The pypownet platform can be installed with the instructions on this git repository: https://github.com/MarvinLer/pypownet.

We recommend its docker installation rather than a local installation from git to avoid compatibility issues.


or if you want a docker image  without Machine learning libraries (scikit-learn, Keras, TF, PyTorch)



Download the Starting Kit

A starting kit is available for you to download in the "Participate section"tab, with the proper game environment for the competition. Several notebooks should help you understand and run properly the Pypownet platform on chronics to train and test your agents. It also tells you how to check that your submission is valid to run on the competition servers.

Get Data

A first sample of 50 scenarios of 1 month duration is available with the starting kit. This challenge runs under an environment that uses the "IEEE 14" case study grid. It includes 5 different power plants: nuclear, themal, wind, solar (big), solar (small). A larger additional sample of about 1000 scenarios is also available with the starting kit, to better train your agent. See Get Data in the Participate section.

Making a submission

Essentially, a submission should be a ZIP file containing at least these two files:

  • submission.py: code (i.e. agent) submitted by a challenger,
  • metadata: file giving the instruction to Codalab on how to process the submission (should never be changed).

Upon reception of the challenger's submission, Codalab will see the metadata file (mandatory) and consider the submission of the participant as a code submission (contrary to results submission) and run the programs to process it. The structure of the file submission.py can be found in the starting kit.

The folder containing both submission.py and metada should then be zipped (the zip file name can be chosen by you arbitrarily, use it to track your various submissions) as explained in the starting kit notebook.
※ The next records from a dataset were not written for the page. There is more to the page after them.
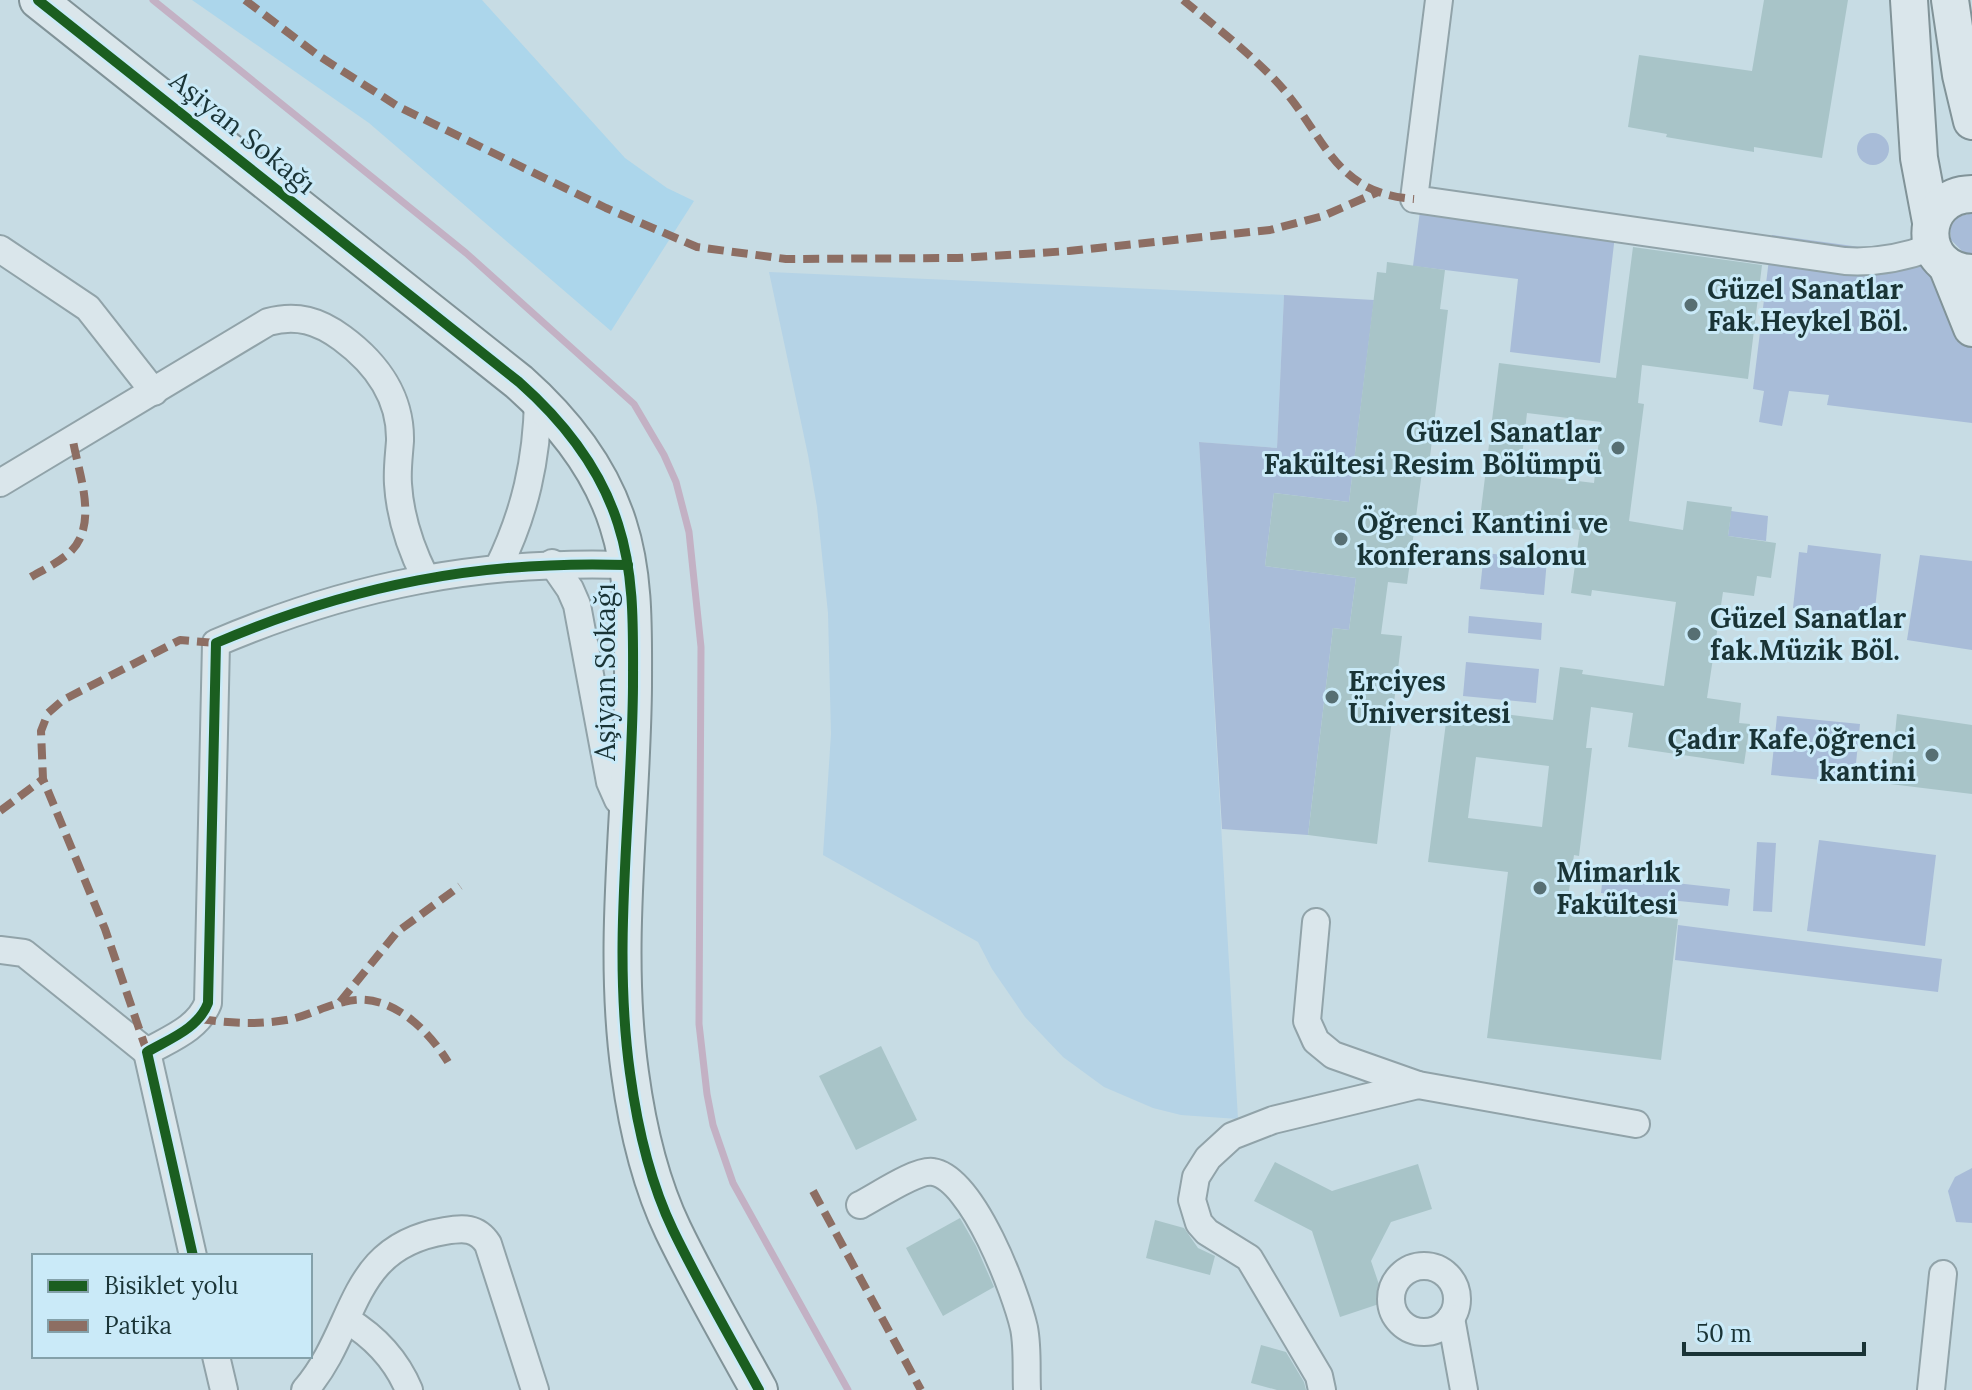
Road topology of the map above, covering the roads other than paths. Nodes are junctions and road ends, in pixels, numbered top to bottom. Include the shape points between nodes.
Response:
1 (38, 0) edge
2 (1439, 0) edge
3 (1909, 0) edge
4 (1950, 0) edge
5 (1968, 78) edge
6 (1972, 121) edge
7 (1972, 194) edge
8 (0, 249) edge
9 (1946, 252) edge
10 (1972, 328) edge
11 (154, 392) junction
12 (538, 399) junction
13 (0, 483) edge
14 (552, 563) junction
15 (628, 565) junction
16 (498, 568) junction
17 (425, 577) junction
18 (628, 811) junction
19 (1316, 922) dead end
20 (0, 950) edge
21 (147, 1052) junction
22 (1418, 1085) junction
23 (1636, 1124) dead end
24 (860, 1205) dead end
25 (193, 1254) edge
26 (1943, 1274) dead end
27 (1451, 1318) dead end
28 (347, 1320) junction
29 (216, 1358) edge
30 (224, 1390) edge
31 (305, 1390) edge
32 (409, 1390) edge
33 (535, 1390) edge
34 (759, 1390) edge
35 (1027, 1390) edge
36 (1322, 1390) edge
37 (1464, 1390) edge
38 (1931, 1390) edge

1 - 12 street, Aşiyan Sokağı
2 - 9 street via 1414,199 1845,261
3 - 9 street via 1919,158
4 - 5 street
5 - 6 street
7 - 9 street via 1945,202
8 - 11 street via 88,308
9 - 10 street
11 - 13 street
11 - 17 street via 268,322 295,317 336,333 367,358 393,401 400,440 401,508
12 - 15 street, Aşiyan Sokağı via 591,465 613,510
12 - 16 street via 525,503
14 - 15 street
14 - 16 street
14 - 18 street via 577,605 610,782
15 - 18 street, Aşiyan Sokağı via 633,666
16 - 17 street
17 - 21 street via 318,604 216,643 208,1003 192,1026
18 - 34 street, Aşiyan Sokağı via 622,973 637,1114 672,1228
19 - 22 street via 1307,1009 1316,1041 1333,1055
20 - 21 street via 24,953
21 - 25 street
22 - 23 street
22 - 36 street via 1273,1120 1232,1136 1196,1177 1192,1200 1199,1223 1249,1258 1319,1376
24 - 35 street via 926,1172 940,1174 962,1194 987,1230 1020,1316
26 - 38 street
27 - 37 street
28 - 31 street via 330,1357
28 - 32 street via 389,1355
28 - 33 street via 367,1276 391,1252 440,1231 476,1231 488,1244
29 - 30 street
Then, on Codalab:

  • Go to the competition homepage
  • Click on "Participate"
  • Click on "Submit / View Results"
  • Click on "Submit", select the latter submission zip

Codalab will take some time to process the submission, and will print the scores on the same page (after refresh). As explained in the rules, if your submission takes more than 20 minutes, it wil be a timeout.

See your results

 In the "Submit / View Results" sub-section of Participate, you can see the status of your submission. Once it is finished, you can review your submissions, its score and duration. Clicking on the blue cross of your submission, different logs are available. You can download your submission again if desired. More importantly you can get logs of your agents behavior over different scenarios in the folder "output from scoring step": indicators over all run scenarios can be visualized in the html file.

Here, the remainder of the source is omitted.